Elsewhere in the country, the Observatory said at least 22 civilians had been killed in air strikes on several parts of northern Syria under IS control.
The group said 11 people were killed in a strike believed to have been carried out by the US-led coalition fighting IS in the village of Al-Mashrifa in Raqa province overnight.
Another three people were killed in strikes, also believed to have been carried out by coalition aircraft, on the village of Al-Abarah in Raqa, the monitor said.
The Observatory says it determines whose planes carry out raids according to their type, location, flight patterns and the munitions involved.
The US-led coalition says it investigates credible reports of civilian casualties in its strikes and has acknowledged a handful of civilian deaths in Syria since it began raids there in September 2014.

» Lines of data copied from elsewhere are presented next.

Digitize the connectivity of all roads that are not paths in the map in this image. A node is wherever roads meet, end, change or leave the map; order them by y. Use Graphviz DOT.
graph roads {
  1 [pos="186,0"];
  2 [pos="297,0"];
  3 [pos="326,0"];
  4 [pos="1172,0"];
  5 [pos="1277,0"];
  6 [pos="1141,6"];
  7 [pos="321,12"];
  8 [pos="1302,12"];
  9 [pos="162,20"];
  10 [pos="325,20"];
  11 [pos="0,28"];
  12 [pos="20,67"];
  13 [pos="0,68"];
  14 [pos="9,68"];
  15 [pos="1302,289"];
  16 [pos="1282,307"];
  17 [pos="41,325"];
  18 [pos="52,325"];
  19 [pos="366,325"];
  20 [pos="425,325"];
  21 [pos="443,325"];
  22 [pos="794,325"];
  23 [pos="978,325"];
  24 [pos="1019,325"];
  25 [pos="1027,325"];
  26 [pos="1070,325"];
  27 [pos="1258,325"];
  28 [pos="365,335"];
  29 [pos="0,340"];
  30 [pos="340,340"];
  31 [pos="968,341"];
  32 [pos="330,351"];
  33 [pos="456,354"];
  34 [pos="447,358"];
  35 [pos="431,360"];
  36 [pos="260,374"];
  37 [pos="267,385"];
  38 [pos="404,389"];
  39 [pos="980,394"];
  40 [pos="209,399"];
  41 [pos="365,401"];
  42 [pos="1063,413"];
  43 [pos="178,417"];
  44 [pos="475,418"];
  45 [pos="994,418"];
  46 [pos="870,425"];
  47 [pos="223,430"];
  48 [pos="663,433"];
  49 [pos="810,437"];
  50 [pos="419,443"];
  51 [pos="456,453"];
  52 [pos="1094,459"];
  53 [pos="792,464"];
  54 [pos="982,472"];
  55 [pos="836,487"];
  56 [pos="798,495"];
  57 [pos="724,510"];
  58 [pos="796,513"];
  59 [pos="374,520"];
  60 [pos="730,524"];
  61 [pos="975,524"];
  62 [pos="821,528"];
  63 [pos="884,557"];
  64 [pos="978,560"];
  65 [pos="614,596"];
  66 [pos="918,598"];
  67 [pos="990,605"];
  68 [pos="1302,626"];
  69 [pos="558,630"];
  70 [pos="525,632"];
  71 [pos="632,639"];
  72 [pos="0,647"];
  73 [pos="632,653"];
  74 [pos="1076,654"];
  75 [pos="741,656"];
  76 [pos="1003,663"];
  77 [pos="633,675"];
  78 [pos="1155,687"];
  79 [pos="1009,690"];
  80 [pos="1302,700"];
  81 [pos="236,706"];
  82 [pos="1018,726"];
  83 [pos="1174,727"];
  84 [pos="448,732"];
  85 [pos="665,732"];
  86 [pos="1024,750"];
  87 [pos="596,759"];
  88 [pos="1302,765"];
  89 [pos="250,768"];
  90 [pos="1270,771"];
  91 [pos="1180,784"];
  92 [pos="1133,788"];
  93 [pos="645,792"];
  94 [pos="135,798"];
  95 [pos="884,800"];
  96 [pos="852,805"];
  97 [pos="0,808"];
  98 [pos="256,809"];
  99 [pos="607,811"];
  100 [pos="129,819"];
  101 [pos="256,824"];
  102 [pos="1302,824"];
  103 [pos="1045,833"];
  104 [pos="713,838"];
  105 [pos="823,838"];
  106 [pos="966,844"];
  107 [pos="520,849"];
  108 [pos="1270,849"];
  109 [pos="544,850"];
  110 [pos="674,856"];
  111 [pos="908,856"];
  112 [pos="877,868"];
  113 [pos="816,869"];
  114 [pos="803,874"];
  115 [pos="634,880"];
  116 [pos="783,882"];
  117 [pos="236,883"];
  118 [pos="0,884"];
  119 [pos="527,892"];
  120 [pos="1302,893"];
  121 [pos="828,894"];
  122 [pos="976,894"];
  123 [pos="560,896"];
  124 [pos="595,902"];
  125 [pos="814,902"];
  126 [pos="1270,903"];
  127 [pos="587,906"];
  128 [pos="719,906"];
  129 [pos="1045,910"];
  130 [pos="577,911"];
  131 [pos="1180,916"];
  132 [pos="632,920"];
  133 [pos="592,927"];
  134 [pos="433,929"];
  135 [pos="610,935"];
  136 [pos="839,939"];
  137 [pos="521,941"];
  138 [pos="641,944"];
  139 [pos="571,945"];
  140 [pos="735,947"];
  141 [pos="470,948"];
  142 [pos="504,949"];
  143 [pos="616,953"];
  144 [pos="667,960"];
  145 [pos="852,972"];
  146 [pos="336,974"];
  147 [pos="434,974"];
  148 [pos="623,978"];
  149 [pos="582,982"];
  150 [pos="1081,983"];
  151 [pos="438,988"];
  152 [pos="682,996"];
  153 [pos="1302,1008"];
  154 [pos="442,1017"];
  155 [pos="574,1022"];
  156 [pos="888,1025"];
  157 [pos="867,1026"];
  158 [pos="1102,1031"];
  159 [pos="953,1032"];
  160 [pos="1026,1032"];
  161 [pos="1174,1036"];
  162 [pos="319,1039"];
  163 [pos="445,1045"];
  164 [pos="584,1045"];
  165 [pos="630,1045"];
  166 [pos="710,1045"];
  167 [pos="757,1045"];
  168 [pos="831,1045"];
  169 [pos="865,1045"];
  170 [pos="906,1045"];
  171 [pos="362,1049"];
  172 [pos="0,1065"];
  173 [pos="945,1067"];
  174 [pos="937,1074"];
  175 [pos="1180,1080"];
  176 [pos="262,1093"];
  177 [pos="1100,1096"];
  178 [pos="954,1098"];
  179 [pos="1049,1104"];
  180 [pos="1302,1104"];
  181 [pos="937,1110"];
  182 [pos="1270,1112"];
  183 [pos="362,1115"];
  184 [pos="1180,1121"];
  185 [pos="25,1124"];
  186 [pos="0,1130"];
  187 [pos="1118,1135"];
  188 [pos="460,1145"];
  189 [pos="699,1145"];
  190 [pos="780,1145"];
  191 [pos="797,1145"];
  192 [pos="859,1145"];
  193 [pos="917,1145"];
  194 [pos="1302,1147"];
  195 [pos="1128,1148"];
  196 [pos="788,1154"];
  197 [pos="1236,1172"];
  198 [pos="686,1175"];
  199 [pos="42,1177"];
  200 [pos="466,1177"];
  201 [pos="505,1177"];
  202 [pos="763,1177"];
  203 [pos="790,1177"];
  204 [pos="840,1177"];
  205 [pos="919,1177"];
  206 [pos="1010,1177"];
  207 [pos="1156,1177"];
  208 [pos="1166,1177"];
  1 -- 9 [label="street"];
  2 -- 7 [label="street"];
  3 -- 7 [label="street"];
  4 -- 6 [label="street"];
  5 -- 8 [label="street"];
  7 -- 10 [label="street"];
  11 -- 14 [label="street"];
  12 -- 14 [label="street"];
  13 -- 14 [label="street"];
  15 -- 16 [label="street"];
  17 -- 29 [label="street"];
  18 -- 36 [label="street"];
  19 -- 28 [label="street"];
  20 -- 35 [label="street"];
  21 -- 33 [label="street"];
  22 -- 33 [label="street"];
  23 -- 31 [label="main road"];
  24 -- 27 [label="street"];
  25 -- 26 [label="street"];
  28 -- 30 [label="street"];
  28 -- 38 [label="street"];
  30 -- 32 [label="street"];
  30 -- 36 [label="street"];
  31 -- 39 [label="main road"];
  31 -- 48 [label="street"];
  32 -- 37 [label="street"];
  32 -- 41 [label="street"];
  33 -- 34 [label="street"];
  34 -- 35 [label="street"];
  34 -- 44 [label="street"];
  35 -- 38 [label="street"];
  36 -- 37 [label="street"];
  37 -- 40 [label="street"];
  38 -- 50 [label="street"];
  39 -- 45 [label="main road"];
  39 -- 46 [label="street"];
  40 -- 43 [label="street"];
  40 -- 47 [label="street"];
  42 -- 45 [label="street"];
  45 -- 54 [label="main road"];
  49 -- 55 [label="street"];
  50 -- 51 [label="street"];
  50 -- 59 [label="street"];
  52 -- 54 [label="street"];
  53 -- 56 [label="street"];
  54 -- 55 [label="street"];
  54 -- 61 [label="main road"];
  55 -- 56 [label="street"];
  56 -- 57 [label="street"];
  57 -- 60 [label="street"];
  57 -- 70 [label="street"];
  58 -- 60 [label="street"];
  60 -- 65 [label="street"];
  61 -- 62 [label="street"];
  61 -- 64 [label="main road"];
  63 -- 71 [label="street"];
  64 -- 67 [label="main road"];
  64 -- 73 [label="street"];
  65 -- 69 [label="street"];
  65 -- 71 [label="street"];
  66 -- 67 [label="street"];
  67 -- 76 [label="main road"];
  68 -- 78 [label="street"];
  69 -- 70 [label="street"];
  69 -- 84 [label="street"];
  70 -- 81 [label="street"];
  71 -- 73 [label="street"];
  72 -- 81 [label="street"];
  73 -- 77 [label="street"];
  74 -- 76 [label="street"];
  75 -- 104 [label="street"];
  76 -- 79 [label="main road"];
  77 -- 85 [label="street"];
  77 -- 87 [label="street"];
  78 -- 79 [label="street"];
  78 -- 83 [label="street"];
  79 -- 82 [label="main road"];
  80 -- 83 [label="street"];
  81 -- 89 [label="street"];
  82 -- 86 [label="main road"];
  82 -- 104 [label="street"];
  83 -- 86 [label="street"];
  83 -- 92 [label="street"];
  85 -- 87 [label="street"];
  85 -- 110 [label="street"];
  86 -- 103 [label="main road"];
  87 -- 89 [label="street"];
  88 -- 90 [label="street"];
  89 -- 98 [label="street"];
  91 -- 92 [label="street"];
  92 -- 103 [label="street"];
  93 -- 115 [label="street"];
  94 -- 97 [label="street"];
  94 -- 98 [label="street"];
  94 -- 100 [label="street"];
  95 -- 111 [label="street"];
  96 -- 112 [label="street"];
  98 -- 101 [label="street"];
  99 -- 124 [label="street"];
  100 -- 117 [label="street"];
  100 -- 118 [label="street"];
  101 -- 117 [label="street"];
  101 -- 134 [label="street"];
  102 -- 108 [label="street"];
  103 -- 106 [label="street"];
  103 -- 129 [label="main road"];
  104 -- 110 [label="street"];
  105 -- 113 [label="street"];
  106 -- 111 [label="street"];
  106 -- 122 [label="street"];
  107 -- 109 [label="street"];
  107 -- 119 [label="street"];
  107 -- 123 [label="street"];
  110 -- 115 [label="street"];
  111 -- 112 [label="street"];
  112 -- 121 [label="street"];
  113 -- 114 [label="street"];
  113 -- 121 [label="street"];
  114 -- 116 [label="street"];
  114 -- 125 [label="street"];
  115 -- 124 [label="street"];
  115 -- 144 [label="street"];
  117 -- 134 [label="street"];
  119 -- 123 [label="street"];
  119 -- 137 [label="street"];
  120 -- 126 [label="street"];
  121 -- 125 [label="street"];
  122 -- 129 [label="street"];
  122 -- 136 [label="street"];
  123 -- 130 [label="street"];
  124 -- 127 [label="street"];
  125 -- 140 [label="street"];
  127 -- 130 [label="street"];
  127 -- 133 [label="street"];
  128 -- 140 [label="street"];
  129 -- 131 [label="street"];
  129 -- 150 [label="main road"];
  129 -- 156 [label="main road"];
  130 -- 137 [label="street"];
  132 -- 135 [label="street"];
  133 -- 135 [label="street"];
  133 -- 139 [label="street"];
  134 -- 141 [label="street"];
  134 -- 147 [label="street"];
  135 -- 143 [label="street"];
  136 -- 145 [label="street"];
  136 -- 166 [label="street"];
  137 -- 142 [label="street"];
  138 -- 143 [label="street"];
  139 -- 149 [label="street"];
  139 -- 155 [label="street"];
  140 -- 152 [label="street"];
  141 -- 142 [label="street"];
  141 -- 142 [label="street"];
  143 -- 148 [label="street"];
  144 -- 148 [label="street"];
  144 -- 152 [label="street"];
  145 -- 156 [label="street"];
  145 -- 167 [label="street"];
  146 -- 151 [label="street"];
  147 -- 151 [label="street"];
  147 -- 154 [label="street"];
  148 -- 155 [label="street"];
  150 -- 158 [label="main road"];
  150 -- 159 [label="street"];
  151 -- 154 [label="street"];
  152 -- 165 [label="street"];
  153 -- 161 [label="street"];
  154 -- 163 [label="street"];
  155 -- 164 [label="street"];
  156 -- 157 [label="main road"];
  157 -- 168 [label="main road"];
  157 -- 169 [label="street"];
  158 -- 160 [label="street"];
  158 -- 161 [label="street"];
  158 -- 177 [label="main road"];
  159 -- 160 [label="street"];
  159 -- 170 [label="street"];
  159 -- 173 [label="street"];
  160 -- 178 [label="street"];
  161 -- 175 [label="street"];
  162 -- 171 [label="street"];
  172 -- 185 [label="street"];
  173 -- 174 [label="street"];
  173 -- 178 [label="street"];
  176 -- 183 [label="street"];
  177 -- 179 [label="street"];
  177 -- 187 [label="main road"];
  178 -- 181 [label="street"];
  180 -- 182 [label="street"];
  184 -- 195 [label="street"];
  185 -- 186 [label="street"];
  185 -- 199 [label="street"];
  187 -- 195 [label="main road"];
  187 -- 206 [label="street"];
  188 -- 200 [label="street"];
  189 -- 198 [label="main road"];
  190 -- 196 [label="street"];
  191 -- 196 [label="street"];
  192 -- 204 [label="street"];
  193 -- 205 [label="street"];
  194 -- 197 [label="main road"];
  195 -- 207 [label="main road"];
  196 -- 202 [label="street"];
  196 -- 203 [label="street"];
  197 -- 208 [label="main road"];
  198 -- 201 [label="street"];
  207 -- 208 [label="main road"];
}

Raqa is home to IS’s de facto Syrian capital, Raqa city, though a Kurdish-Arab alliance backed by the US-led coalition began an operation to recapture the city and surrounding province last month.
Elsewhere, the Observatory said eight people were killed in strikes on the IS-held village of Bzaa in northeast Aleppo this morning.
The monitor said it could not confirm who was behind those strikes, but the area is one where both Turkey and the US-led coalition operate.
Turkey began an unprecedented operation inside northern Syria dubbed “Euphrates Shield” on August 22, saying it was targeting both IS but also Kurdish militants that have battled the jihadist group.